# [Task input]

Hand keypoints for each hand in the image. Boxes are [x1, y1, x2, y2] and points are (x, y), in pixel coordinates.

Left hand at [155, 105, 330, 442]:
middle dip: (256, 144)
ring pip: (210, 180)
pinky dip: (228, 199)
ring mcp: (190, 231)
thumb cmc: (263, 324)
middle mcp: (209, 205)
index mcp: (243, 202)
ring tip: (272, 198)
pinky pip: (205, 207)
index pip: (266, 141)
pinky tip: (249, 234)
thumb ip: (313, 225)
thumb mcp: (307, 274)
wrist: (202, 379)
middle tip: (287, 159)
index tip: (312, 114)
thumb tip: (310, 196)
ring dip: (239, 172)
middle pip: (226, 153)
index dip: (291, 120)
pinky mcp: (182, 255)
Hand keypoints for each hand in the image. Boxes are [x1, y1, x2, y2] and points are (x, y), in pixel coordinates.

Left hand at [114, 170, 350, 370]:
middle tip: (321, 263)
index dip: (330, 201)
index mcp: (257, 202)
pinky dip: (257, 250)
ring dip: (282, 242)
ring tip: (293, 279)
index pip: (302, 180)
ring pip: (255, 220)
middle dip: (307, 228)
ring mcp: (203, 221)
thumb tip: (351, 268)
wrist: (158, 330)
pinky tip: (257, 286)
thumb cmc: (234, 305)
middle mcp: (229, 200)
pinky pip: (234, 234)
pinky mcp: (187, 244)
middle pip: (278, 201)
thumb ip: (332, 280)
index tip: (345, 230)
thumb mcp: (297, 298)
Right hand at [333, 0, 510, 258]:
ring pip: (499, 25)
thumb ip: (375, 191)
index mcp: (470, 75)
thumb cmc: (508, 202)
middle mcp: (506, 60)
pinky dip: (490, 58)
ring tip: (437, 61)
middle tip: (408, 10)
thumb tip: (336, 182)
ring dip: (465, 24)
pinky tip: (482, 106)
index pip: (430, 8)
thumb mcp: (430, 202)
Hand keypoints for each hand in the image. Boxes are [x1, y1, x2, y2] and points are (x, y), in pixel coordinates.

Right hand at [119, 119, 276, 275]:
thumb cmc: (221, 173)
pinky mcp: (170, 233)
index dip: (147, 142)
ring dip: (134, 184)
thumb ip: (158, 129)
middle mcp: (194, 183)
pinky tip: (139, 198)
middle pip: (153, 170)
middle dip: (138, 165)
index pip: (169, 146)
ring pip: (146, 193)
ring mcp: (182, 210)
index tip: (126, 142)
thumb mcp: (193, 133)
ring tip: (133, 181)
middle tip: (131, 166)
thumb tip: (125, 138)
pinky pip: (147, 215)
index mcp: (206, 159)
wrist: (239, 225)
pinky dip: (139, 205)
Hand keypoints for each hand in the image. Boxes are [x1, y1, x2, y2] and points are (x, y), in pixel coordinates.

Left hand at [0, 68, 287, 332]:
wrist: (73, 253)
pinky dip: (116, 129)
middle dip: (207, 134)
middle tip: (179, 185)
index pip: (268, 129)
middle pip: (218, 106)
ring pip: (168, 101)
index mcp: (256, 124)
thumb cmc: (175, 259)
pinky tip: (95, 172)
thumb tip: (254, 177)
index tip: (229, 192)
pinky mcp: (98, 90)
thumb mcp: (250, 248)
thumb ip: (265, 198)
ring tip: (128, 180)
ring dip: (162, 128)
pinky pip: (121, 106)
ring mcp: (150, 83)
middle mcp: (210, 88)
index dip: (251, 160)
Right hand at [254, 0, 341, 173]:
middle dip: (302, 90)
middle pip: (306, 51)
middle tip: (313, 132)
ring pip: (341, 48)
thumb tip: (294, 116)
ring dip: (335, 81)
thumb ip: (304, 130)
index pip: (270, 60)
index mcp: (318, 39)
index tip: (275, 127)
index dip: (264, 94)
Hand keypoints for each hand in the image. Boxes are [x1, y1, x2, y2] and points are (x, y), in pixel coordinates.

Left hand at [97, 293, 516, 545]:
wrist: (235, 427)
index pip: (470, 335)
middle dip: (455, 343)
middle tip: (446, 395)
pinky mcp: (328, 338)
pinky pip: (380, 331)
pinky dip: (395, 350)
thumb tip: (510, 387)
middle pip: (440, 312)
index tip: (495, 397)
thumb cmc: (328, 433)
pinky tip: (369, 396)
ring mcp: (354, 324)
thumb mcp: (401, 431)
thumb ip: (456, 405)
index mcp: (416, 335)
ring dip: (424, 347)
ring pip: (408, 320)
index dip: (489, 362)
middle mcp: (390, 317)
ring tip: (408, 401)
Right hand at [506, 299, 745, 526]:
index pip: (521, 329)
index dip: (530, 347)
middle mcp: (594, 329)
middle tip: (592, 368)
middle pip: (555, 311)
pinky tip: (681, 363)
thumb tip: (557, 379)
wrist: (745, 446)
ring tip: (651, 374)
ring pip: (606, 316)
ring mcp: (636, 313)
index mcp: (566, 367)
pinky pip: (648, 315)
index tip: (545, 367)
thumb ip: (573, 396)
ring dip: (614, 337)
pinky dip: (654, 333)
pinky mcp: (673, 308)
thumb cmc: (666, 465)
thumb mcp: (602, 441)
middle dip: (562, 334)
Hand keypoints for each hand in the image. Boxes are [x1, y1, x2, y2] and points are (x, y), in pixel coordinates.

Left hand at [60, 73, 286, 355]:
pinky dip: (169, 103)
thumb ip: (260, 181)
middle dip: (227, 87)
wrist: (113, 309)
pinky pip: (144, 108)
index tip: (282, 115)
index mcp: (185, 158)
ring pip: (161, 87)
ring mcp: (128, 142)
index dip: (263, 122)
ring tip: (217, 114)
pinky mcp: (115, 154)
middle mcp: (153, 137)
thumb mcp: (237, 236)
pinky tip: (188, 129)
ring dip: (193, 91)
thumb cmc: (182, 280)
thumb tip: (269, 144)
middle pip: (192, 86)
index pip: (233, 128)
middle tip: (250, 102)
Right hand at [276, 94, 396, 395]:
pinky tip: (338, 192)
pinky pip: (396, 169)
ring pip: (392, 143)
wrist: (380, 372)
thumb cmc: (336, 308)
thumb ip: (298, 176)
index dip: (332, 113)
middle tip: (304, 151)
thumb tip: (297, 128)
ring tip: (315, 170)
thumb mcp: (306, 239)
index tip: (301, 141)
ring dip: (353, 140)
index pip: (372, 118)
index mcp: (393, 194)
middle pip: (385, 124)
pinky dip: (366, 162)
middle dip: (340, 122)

# [What this task involves]
Would you return all of the material exactly as written?

# [Task solution]
Hand keypoints for each hand in the image. Boxes are [x1, y1, x2, y2] and points are (x, y), in pixel coordinates.

Left hand at [155, 105, 330, 442]:
middle dip: (256, 144)
ring pip: (210, 180)
pinky dip: (228, 199)
ring mcp: (190, 231)
thumb cmc: (263, 324)
middle mcp: (209, 205)
index mcp: (243, 202)
ring tip: (272, 198)
pinky pip: (205, 207)
index pip: (266, 141)
pinky tip: (249, 234)
thumb ip: (313, 225)
thumb mcp: (307, 274)
wrist: (202, 379)
middle tip: (287, 159)
index tip: (312, 114)
thumb tip: (310, 196)
ring dip: (239, 172)
middle pip: (226, 153)
index dip: (291, 120)
pinky mcp: (182, 255)
Hand keypoints for each hand in the image. Boxes are [x1, y1, x2, y2] and points are (x, y), in pixel coordinates.

Left hand at [114, 170, 350, 370]:
middle tip: (321, 263)
index dip: (330, 201)
index mcp: (257, 202)
pinky dip: (257, 250)
ring dip: (282, 242)
ring tip: (293, 279)
index pip: (302, 180)
ring pip: (255, 220)
middle dip: (307, 228)
ring mcp: (203, 221)
thumb tip: (351, 268)
wrist: (158, 330)
pinky tip: (257, 286)
thumb cmc: (234, 305)
middle mcp: (229, 200)
pinky pip: (234, 234)
pinky mcp: (187, 244)
middle pip: (278, 201)
thumb ip: (332, 280)
index tip: (345, 230)
thumb mcp: (297, 298)
Right hand at [333, 0, 510, 258]:
ring pip: (499, 25)
thumb ip: (375, 191)
index mcp: (470, 75)
thumb cmc: (508, 202)
middle mcp: (506, 60)
pinky dip: (490, 58)
ring tip: (437, 61)
middle tip: (408, 10)
thumb tip: (336, 182)
ring dip: (465, 24)
pinky tip: (482, 106)
index pip: (430, 8)
thumb mcp: (430, 202)
Hand keypoints for each hand in the image. Boxes are [x1, y1, x2, y2] and points are (x, y), in pixel coordinates.

Right hand at [119, 119, 276, 275]:
thumb cmc: (221, 173)
pinky mcp: (170, 233)
index dip: (147, 142)
ring dip: (134, 184)
thumb ip: (158, 129)
middle mcp: (194, 183)
pinky tip: (139, 198)
middle pip: (153, 170)
middle dip: (138, 165)
index pip: (169, 146)
ring pip: (146, 193)
ring mcp: (182, 210)
index tip: (126, 142)
thumb mcp: (193, 133)
ring tip: (133, 181)
middle tip: (131, 166)
thumb tip: (125, 138)
pinky pip: (147, 215)
index mcp: (206, 159)
wrist: (239, 225)
pinky dip: (139, 205)
Hand keypoints for each hand in the image. Boxes are [x1, y1, x2, y2] and points are (x, y), in pixel coordinates.

Left hand at [0, 68, 287, 332]:
wrist: (73, 253)
pinky dip: (116, 129)
middle dip: (207, 134)
middle tip: (179, 185)
index pip: (268, 129)
middle pip: (218, 106)
ring pip: (168, 101)
index mcp: (256, 124)
thumb cmc: (175, 259)
pinky tip: (95, 172)
thumb tip: (254, 177)
index tip: (229, 192)
pinky mcp: (98, 90)
thumb mcp: (250, 248)
thumb ip: (265, 198)
ring tip: (128, 180)
ring dip: (162, 128)
pinky pip: (121, 106)
ring mcp: (150, 83)
middle mcp: (210, 88)
index dip: (251, 160)
Right hand at [254, 0, 341, 173]:
middle dip: (302, 90)
middle pip: (306, 51)
middle tip: (313, 132)
ring pip: (341, 48)
thumb tip: (294, 116)
ring dip: (335, 81)
thumb ip: (304, 130)
index pip: (270, 60)
index mcp: (318, 39)
index tip: (275, 127)
index dip: (264, 94)
Hand keypoints for each hand in the image. Boxes are [x1, y1, x2, y2] and points are (x, y), in pixel coordinates.

Left hand at [97, 293, 516, 545]:
wrist: (235, 427)
index pip: (470, 335)
middle dip: (455, 343)
middle tip: (446, 395)
pinky mcp: (328, 338)
pinky pip: (380, 331)
pinky dip: (395, 350)
thumb tip: (510, 387)
middle pip: (440, 312)
index tip: (495, 397)
thumb cmc: (328, 433)
pinky tip: (369, 396)
ring mcp: (354, 324)
thumb mcp: (401, 431)
thumb ip: (456, 405)
index mcp: (416, 335)
ring dip: (424, 347)
ring pip: (408, 320)
index dip: (489, 362)
middle mcp: (390, 317)
ring tip: (408, 401)
Right hand at [506, 299, 745, 526]:
index pip: (521, 329)
index dip: (530, 347)
middle mcp: (594, 329)
middle tip: (592, 368)
middle pip: (555, 311)
pinky tip: (681, 363)
thumb tip: (557, 379)
wrist: (745, 446)
ring tip: (651, 374)
ring pip: (606, 316)
ring mcp: (636, 313)
index mcp: (566, 367)
pinky pip: (648, 315)
index tip: (545, 367)
thumb ip: (573, 396)
ring dip: (614, 337)
pinky dip: (654, 333)
pinky mcp: (673, 308)
thumb cmc: (666, 465)
thumb mcp: (602, 441)
middle dip: (562, 334)
Hand keypoints for each hand in the image. Boxes are [x1, y1, x2, y2] and points are (x, y), in pixel coordinates.

Left hand at [60, 73, 286, 355]:
pinky dip: (169, 103)
thumb ip: (260, 181)
middle dip: (227, 87)
wrist: (113, 309)
pinky pip: (144, 108)
index tip: (282, 115)
index mcp: (185, 158)
ring pip: (161, 87)
ring mcp: (128, 142)
index dip: (263, 122)
ring tip: (217, 114)
pinky mcp: (115, 154)
middle mcp: (153, 137)
thumb mcp: (237, 236)
pinky tip: (188, 129)
ring dip: (193, 91)
thumb cmc: (182, 280)
thumb tip: (269, 144)
middle pip: (192, 86)
index pip: (233, 128)
middle tip: (250, 102)
Right hand at [276, 94, 396, 395]:
pinky tip: (338, 192)
pinky pip: (396, 169)
ring pip: (392, 143)
wrist: (380, 372)
thumb cmc: (336, 308)
thumb ip: (298, 176)
index dip: (332, 113)
middle tip: (304, 151)
thumb tip: (297, 128)
ring tip: (315, 170)
thumb mcp: (306, 239)
index tip: (301, 141)
ring dip: (353, 140)
index pip: (372, 118)
index mcp: (393, 194)
middle pip: (385, 124)
pinky dip: (366, 162)
middle dip: (340, 122)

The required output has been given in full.